Pedro B. Rigueira; Victoria F. Mello; Guilherme H. G. Evangelista; Caio S. Grossi; Giovana A. M. Machado; Pedro Dutenhefner; Wagner Meira Jr.; Gisele L. Pappa

Pedro B. Rigueira UFMG
Victoria F. Mello UFMG
Guilherme H. G. Evangelista UFMG
Caio S. Grossi UFMG
Giovana A. M. Machado UFMG
Pedro Dutenhefner UFMG
Wagner Meira Jr. UFMG
Gisele L. Pappa UFMG

Resumo

Handling missing data remains a fundamental challenge in learning from tabular datasets. In this work, we introduce TRIDENT (Tabular Representation Inference with Dedicated Embeddings for Null Tokens), a Transformer-based architecture specifically designed for robust classification on tabular data with high missingness. TRIDENT employs tailored embedding strategies for numerical and categorical features, including learnable, column-specific embeddings for missing and masked values, allowing the model to natively interpret data absence without prior imputation.
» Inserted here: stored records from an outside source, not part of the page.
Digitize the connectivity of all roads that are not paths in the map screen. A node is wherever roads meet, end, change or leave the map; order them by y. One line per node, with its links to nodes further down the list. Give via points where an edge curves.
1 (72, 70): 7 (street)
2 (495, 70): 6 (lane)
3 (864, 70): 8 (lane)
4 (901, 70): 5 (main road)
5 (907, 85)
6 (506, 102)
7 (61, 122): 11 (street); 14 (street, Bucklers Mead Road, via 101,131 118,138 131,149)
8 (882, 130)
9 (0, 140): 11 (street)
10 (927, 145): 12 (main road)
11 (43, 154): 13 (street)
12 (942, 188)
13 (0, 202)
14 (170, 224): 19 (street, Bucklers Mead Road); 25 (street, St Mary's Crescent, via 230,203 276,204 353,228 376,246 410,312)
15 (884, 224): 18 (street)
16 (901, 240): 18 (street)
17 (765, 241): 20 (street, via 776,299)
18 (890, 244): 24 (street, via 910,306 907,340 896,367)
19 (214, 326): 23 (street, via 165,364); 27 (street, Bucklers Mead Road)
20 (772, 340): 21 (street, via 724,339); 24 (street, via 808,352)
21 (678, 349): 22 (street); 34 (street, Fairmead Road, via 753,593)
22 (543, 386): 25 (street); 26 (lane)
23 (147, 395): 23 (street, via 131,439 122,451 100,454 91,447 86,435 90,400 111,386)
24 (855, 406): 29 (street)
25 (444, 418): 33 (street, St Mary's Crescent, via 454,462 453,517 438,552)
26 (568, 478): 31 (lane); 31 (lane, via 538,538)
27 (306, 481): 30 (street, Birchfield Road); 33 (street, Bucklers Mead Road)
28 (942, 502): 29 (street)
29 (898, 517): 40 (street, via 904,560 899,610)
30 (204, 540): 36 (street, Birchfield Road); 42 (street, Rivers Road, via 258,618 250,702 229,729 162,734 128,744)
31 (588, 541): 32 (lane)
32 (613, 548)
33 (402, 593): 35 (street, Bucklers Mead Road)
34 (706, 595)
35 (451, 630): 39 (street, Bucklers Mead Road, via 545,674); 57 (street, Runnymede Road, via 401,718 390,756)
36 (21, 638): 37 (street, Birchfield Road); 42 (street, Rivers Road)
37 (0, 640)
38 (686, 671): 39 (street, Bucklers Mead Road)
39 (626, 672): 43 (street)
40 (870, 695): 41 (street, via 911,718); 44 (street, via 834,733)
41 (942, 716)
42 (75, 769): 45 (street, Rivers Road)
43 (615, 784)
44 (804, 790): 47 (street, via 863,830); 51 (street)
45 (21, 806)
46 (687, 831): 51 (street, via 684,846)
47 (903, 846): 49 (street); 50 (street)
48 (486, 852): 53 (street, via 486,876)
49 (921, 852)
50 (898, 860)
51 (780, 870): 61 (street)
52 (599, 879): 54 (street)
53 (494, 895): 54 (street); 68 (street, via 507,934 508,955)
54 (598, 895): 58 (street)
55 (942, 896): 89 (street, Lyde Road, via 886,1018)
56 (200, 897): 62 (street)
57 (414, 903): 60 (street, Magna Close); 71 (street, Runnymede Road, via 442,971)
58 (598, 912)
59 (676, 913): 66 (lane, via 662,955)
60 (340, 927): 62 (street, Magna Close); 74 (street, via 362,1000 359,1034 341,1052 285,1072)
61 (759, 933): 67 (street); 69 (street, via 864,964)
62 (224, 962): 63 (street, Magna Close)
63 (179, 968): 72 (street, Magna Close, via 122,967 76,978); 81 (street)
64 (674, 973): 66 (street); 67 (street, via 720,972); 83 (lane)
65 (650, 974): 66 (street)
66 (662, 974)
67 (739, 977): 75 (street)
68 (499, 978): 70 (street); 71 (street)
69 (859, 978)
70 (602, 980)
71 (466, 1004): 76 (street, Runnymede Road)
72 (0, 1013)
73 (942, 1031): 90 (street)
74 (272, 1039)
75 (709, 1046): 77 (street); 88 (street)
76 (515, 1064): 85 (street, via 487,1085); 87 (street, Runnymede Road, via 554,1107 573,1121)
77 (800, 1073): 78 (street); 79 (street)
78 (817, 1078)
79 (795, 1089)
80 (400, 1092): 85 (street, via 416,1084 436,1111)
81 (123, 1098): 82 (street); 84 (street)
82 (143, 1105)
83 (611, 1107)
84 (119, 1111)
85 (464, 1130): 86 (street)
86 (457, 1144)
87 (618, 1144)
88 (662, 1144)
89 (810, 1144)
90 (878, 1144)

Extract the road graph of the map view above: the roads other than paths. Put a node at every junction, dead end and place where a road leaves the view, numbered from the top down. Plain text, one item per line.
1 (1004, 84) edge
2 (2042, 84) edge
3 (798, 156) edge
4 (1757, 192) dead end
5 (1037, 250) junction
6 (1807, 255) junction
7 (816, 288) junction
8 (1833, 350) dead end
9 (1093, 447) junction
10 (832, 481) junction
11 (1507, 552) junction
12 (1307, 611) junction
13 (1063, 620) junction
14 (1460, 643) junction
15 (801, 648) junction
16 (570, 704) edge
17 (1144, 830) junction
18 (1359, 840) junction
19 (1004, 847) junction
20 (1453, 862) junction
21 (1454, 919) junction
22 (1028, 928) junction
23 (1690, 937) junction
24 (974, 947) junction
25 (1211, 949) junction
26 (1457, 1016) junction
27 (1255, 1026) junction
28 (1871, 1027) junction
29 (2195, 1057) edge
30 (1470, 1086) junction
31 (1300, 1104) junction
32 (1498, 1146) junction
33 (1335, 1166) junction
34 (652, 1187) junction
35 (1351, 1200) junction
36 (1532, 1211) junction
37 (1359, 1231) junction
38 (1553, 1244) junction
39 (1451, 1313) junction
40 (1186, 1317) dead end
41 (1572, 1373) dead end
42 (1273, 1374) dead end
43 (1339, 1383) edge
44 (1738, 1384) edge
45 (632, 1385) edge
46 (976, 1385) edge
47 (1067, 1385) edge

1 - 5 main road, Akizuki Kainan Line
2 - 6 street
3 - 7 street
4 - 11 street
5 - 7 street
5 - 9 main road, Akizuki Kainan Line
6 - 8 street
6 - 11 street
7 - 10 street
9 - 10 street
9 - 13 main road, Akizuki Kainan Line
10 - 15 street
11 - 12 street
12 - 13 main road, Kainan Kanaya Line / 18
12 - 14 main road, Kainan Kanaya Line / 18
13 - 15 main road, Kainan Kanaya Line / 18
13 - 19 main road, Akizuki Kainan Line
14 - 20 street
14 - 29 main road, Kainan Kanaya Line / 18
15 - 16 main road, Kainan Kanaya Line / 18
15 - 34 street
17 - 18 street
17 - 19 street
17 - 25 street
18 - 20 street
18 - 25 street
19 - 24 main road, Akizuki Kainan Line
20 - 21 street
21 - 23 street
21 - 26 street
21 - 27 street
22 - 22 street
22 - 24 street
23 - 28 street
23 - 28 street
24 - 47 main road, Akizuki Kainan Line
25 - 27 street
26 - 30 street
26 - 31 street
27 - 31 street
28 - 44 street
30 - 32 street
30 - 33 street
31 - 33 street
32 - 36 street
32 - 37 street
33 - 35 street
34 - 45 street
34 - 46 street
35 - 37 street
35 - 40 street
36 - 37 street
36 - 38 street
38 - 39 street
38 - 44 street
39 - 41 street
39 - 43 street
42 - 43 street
The architecture follows a two-stage training procedure: (i) a self-supervised pre-training phase, in which the model learns to reconstruct the original feature embeddings of artificially masked positions by leveraging the context from the partially corrupted input sequence, and (ii) supervised fine-tuning on classification tasks using the [CLS] token representation. To evaluate the model’s effectiveness under various levels of missingness, we constructed a benchmark composed of diverse real-world tabular datasets. Each dataset was artificially degraded by introducing missing values at 20%, 40%, 60%, and 80%, yielding five versions per dataset. We compared TRIDENT against six baselines, including three tree-based models and three Transformer-based models. Results indicate that TRIDENT consistently outperforms all baselines across most missingness levels, especially in high-missing regimes (60% and 80%), where it achieves up to 3.4% absolute improvement in average F1-score compared to the best-performing baseline. Notably, TRIDENT exhibits strong resilience to missing patterns without relying on explicit data imputation, and maintains stable performance across heterogeneous datasets. These findings suggest that leveraging learnable [NULL] embeddings and self-supervised contextual reconstruction provides a robust inductive bias for tabular learning with incomplete data.